Hamish Macbeth: Deferred Sentence (1997)
Season 3, Episode 2
8/10
Here's What Really Happened
2 September 2023
Warning: Spoilers
I love this woefully short-lived series. It's better than most other cop programs, e.g. Vera, Lewis, Morse, Shetland, etc., that go on far too long and become so tired, so stretched beyond credibility and believability, so repetitive and full of tropes that they end up ultimately forgettable and downright silly and yawn-worthy.

Hamish Macbeth is ultimate cosy 90s TV before everyone and everything became mean, gory, heartless and all about wealth, fame and youth!

But that's just my 10p.

This episode was an odd one; what was Hamish's impetus for being in this remote seaside village at all? I missed the villagers, and wasn't overly fond of the daughter's character. Being Carlyle's real-life GF at the time, I can't help but picture them perpetually drunk, loud and coarse and reeking of cigarettes! Apart from this, she was irrational, annoying, self-pitying and bitter; HM has terrible taste in women. I certainly did not miss Isobel, as I never do when she's absent-the screeching, over-acting, the put-on baby voice-the hardly subtle moustache (mean, I know, but seriously, stop trying to push how gorgeous she is! She's like a hirsute 10 year-old boy. Just sayin'...) Not a fan of the newly-shoehorned-in character of Jean, the 10-foot freak (Lachie Jr. Needed a match, I guess. Can't have him spending all his time with corpses), Isobel the strong, independent, big city girl 'journo' with her big-girl make-over, and Alex-the-nag, with her tiny body and huge head, affected chubby-tongued, breathless posh-speak: 'what'= a whispery 'hhhoowaht'. Trying too hard to be alluring and soft. Gimme Esme, Esme and more Esme, and I love Agnes too. Shirley Henderson drives me bats anyway, but her character is beyond annoying here, always looking like she's just had another good cry, and the affected passion between them is so unbelievably cringe, I always fast-forward. HM needed a funny, ballsy, independent, feisty but kind woman who wouldn't try to mould him or control him, or cling to him.

Anyway, Enoch's emotionally battered wife was attempting to leave him-and her daughter! Nice mothering there, lady! Oh, but she was so 'young' and 'beautiful' (aren't they ALWAYS pure angel, the victims of controlling spouses? Ugh.)

Do you get the feeling I haven't had a great time of it with women? Downright transparent, here.

So, I guess Enoch's very devoted, but mentally unhinged sister Barbara found out about his wife's plans to leave him, and surmising that he'd be better off a widower than a humiliated, jilted man, dumped by his much younger wife, Barbara pushed the wife to her death. She left the watch and cash on her, which somehow ended up with Claire, possibly kept as proof and protection, along with her witness statement, so that all would be revealed in the event of her untimely death. She was wary of Barbara's drunken husband Duncan, who also happened to be the local constable, because he perjured himself in order to protect her from incarceration. With Duncan's help, Enoch was kept clear of any allegations, but somewhat accepted the locals' suspicions of him, and along with Claire's and Duncan's silence, Barbara was kept out of the picture altogether.

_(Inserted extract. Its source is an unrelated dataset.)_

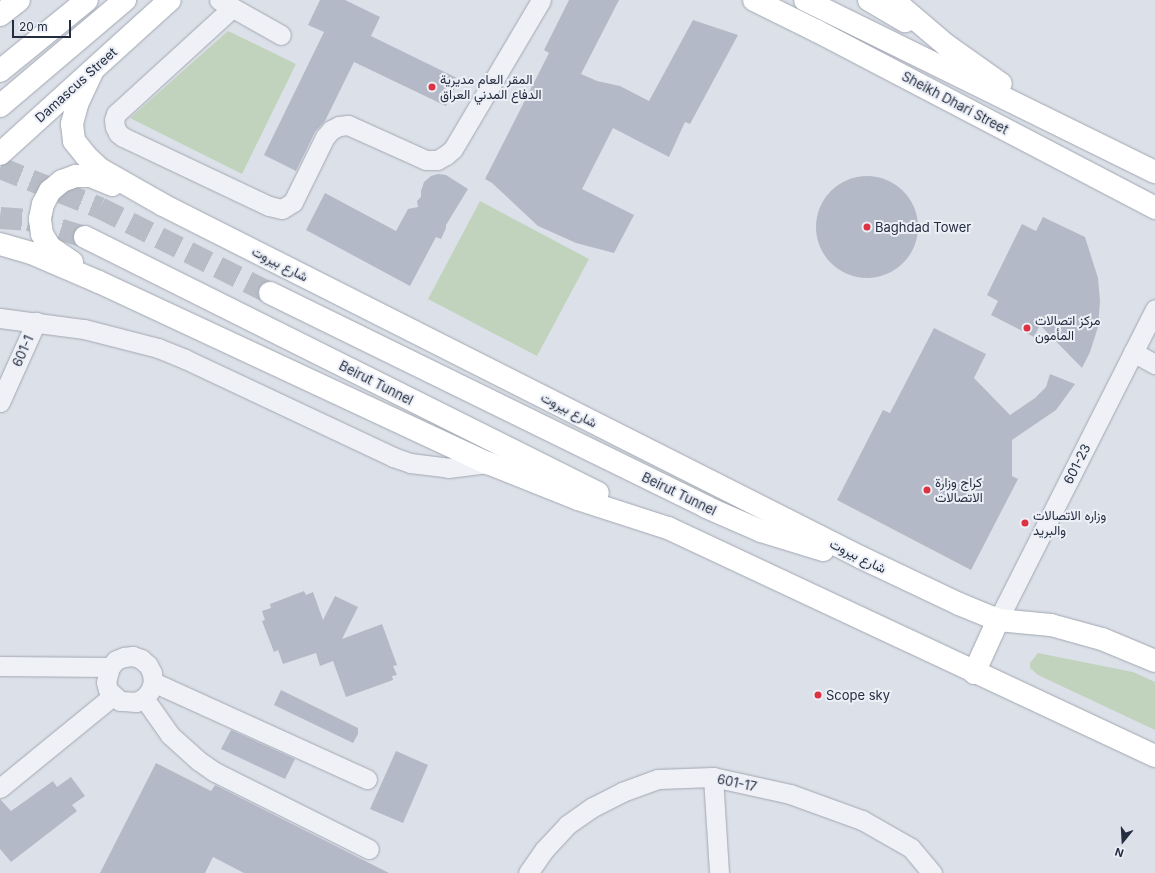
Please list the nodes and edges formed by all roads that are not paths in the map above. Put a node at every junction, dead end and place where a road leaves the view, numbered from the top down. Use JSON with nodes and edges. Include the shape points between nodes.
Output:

Everyone went to great lengths to protect Barbara, which was a bit OTT, but writers will often add the trope of a bereft mother in order to gain sympathy for an otherwise nasty female character. In this instance, she went off of the rails due to multiple miscarriages coupled with the dread of a childless future. We may feel less sympathetic with the murder victim in this case due to her abandoning her daughter as well as her husband.

For as much focus as was put on the pocket watch, we're neither informed of its significance, nor how or why it came to be in Claire's possession, nor why Duncan was so desperate to get his hands on it.

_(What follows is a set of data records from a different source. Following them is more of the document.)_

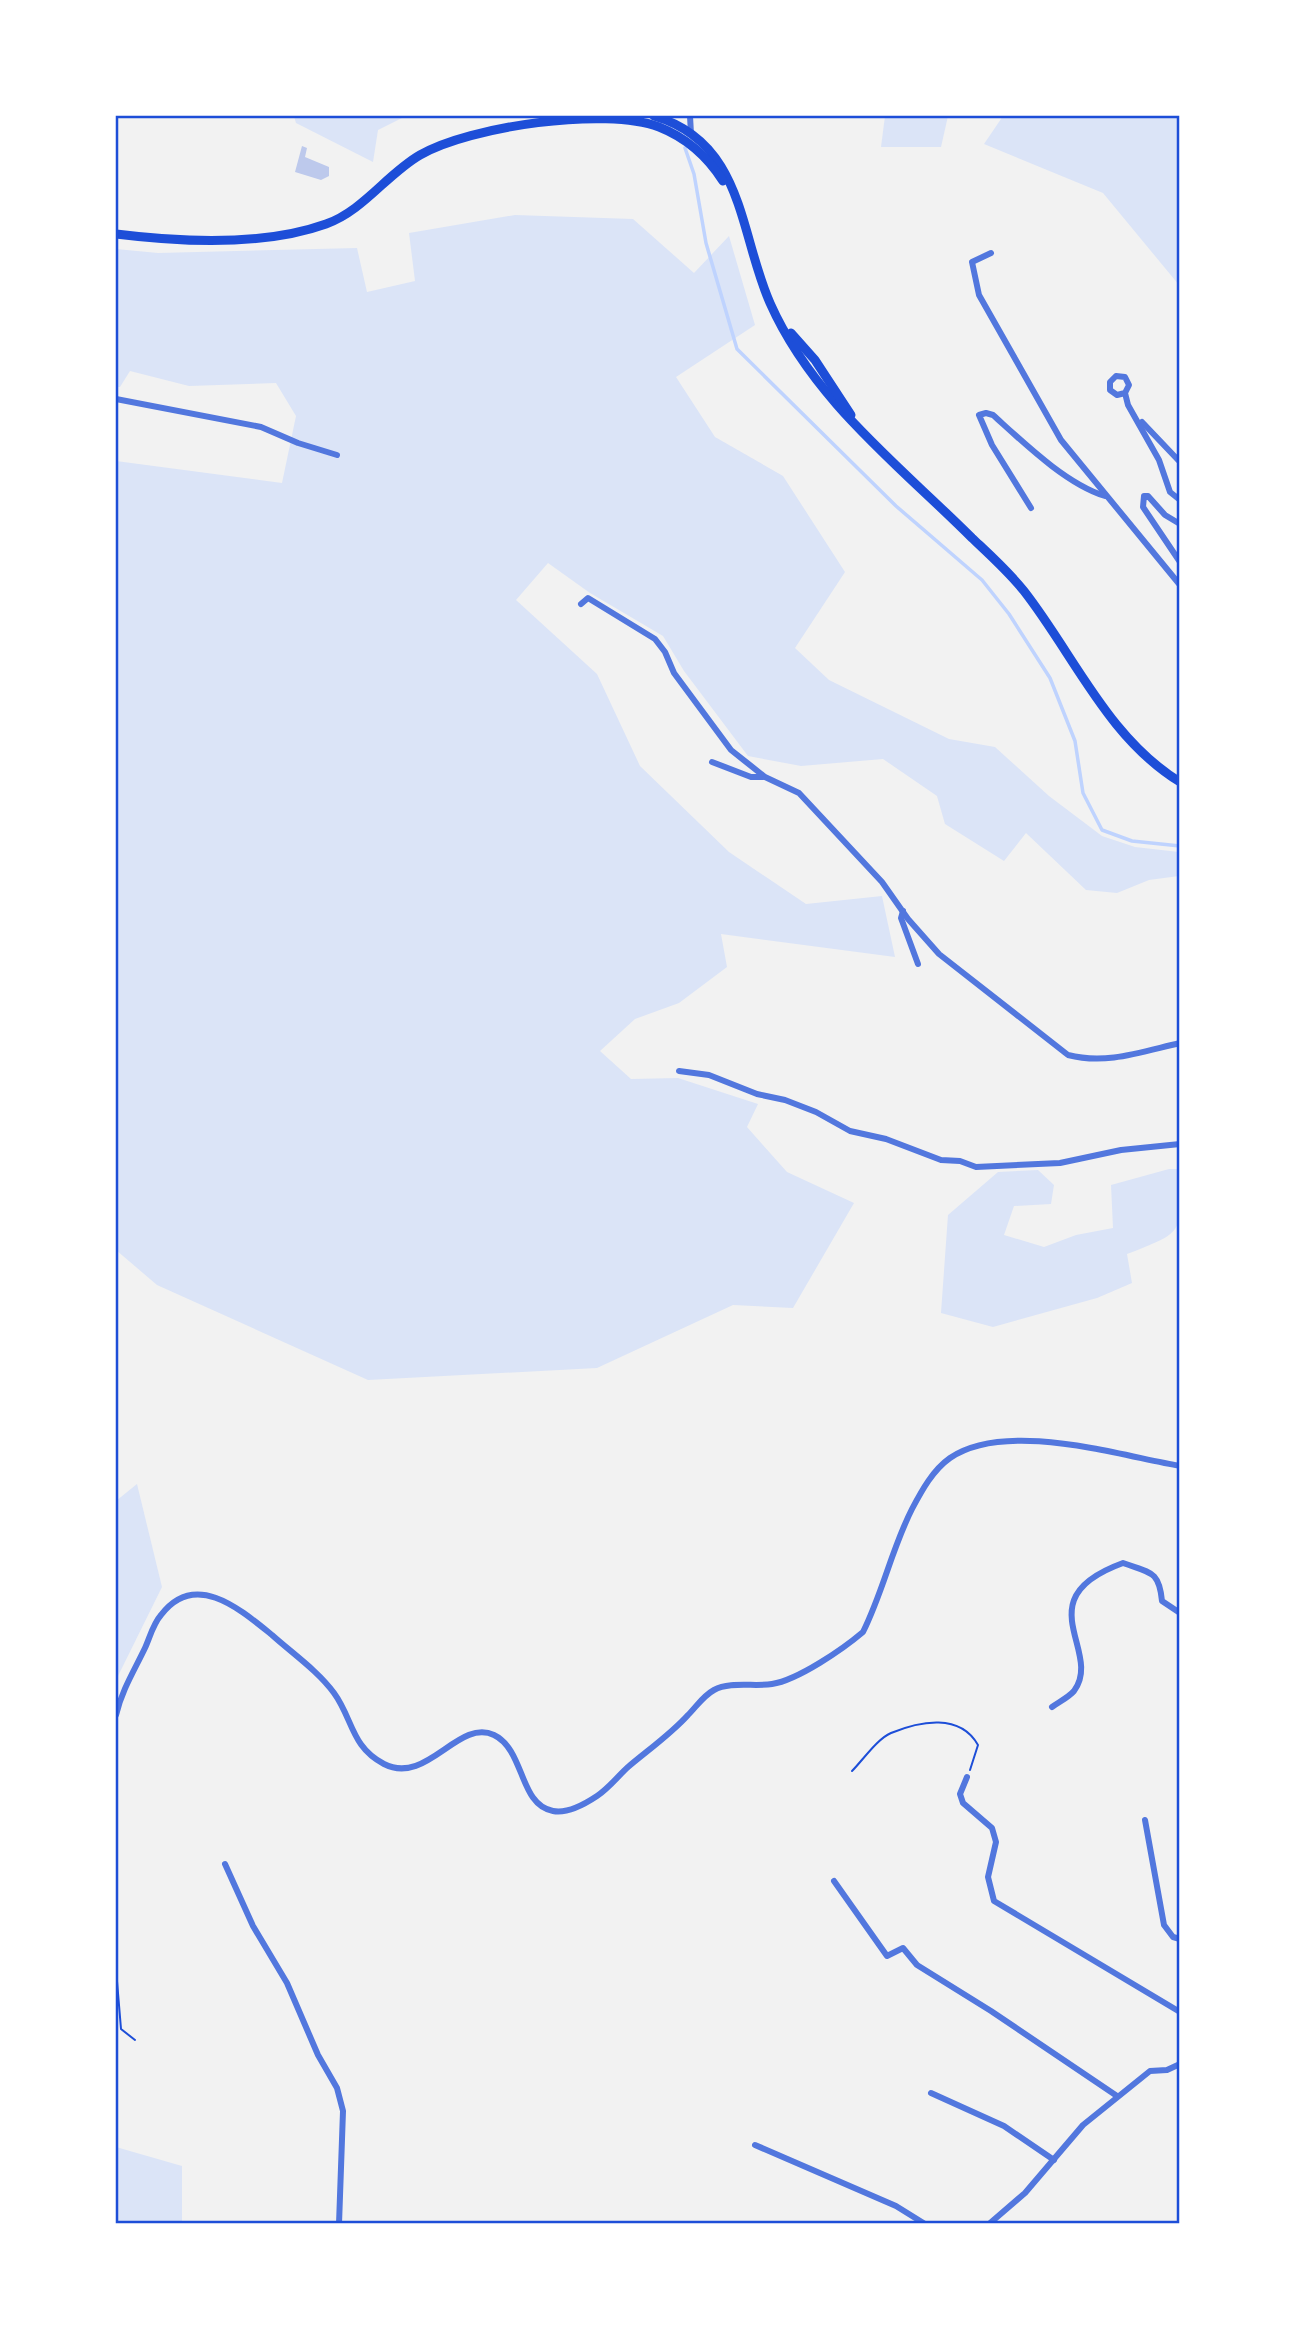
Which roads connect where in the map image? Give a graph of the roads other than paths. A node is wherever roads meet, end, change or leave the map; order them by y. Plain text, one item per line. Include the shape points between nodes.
1 (594, 116) edge
2 (653, 116) edge
3 (690, 116) edge
4 (584, 119) junction
5 (672, 119) edge
6 (691, 134) junction
7 (740, 207) junction
8 (116, 234) edge
9 (992, 253) dead end
10 (1125, 393) dead end
11 (116, 399) edge
12 (1138, 419) junction
13 (337, 455) dead end
14 (1180, 462) edge
15 (1107, 496) junction
16 (1180, 500) edge
17 (1031, 508) dead end
18 (1180, 524) edge
19 (1180, 562) edge
20 (1180, 585) edge
21 (581, 604) dead end
22 (712, 762) dead end
23 (765, 777) junction
24 (1180, 782) edge
25 (903, 911) junction
26 (918, 964) dead end
27 (1180, 1043) edge
28 (679, 1071) dead end
29 (1180, 1144) edge
30 (1180, 1466) edge
31 (1180, 1613) edge
32 (1052, 1707) dead end
33 (116, 1715) edge
34 (967, 1777) road end
35 (1144, 1820) dead end
36 (225, 1864) dead end
37 (834, 1881) dead end
38 (1180, 1938) edge
39 (1180, 2012) edge
40 (1180, 2064) edge
41 (931, 2093) dead end
42 (1117, 2096) junction
43 (755, 2145) dead end
44 (1054, 2160) junction
45 (339, 2224) edge
46 (925, 2224) edge
47 (989, 2224) edge

1 - 4 main road
2 - 5 main road
3 - 6 street
4 - 7 main road via 636,121 684,140 706,157
4 - 8 main road via 526,124 444,144 421,154 330,223 301,232 153,239
5 - 6 main road
6 - 7 main road via 711,151
7 - 24 main road via 779,320 820,366 854,423 1011,576 1128,738
9 - 15 street via 972,262 979,295 1061,440
10 - 12 street
11 - 13 street via 261,427
12 - 14 street
12 - 16 street via 1170,492
15 - 17 street via 1092,492 1038,456 993,415 979,415
15 - 20 street
18 - 19 street via 1144,496 1143,507
21 - 23 street via 587,598 655,639 674,674 731,750
22 - 23 street via 751,777
23 - 25 street via 799,793 819,812
25 - 26 street via 901,918
25 - 27 street via 939,954 1068,1055 1112,1059
28 - 29 street via 709,1075 816,1112 850,1132 976,1167 1060,1163
30 - 33 street via 1030,1440 987,1444 953,1457 935,1470 912,1509 863,1632 775,1684 718,1688 705,1695 599,1795 570,1810 552,1811 541,1805 524,1784 509,1744 493,1734 477,1732 410,1770 386,1766 349,1730 334,1694 320,1679 237,1606 214,1596 191,1593 172,1602 159,1617 123,1688
31 - 32 street via 1162,1601 1156,1575 1123,1563 1096,1573 1072,1603 1070,1613 1080,1662 1078,1683
34 - 39 street via 960,1794 963,1803 992,1828 996,1842 988,1877 994,1901
35 - 38 street via 1164,1925 1173,1937
36 - 45 street via 337,2088 343,2112
37 - 42 street via 887,1956 903,1948 917,1965
40 - 42 street via 1150,2071
41 - 44 street via 1004,2126
42 - 44 street via 1083,2125
43 - 46 street via 895,2206
44 - 47 street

I'm guessing that he was made aware of the fact that it was in Claire's or Enoch's possession to be used as proof; what did it prove, though? That Claire was there at the time of the murder, and she took it off of the body, so no one could question the validity of her being there when the victim was killed?

Duncan knew that if anything happened to his wife, Enoch and Claire would come forward to clear the former's name and divulge the truth, which would get him in trouble for obstructing justice, so when she died of natural causes, he kept her body in the freezer and told everyone that she'd gone out of town. He then proceeded to try to locate the watch and any other proof that Claire was harbouring.

The superfluous arc of Enoch's daughter returning to the village as an architect in order to rebuild the family home that she torched after her mother's murder, just added to the overall confusion and lack of cohesiveness in this episode. The constant Catholics vs Protestants bickering-Enoch was an ungrateful jerk!-, as well as Hamish lying about being Jewish, and the daughter's vandalising the church while calling her own father a murderer seemed like tacked on afterthoughts. Her character was totally unnecessary, but HM loves his messy women!

Tl/dr (as usual!): A mentally ill Barbara killed her beloved brother Enoch's fleeing wife 20 years prior, and everyone, including her constable husband, covers for her until her death during the episode opens old wounds and bares truths.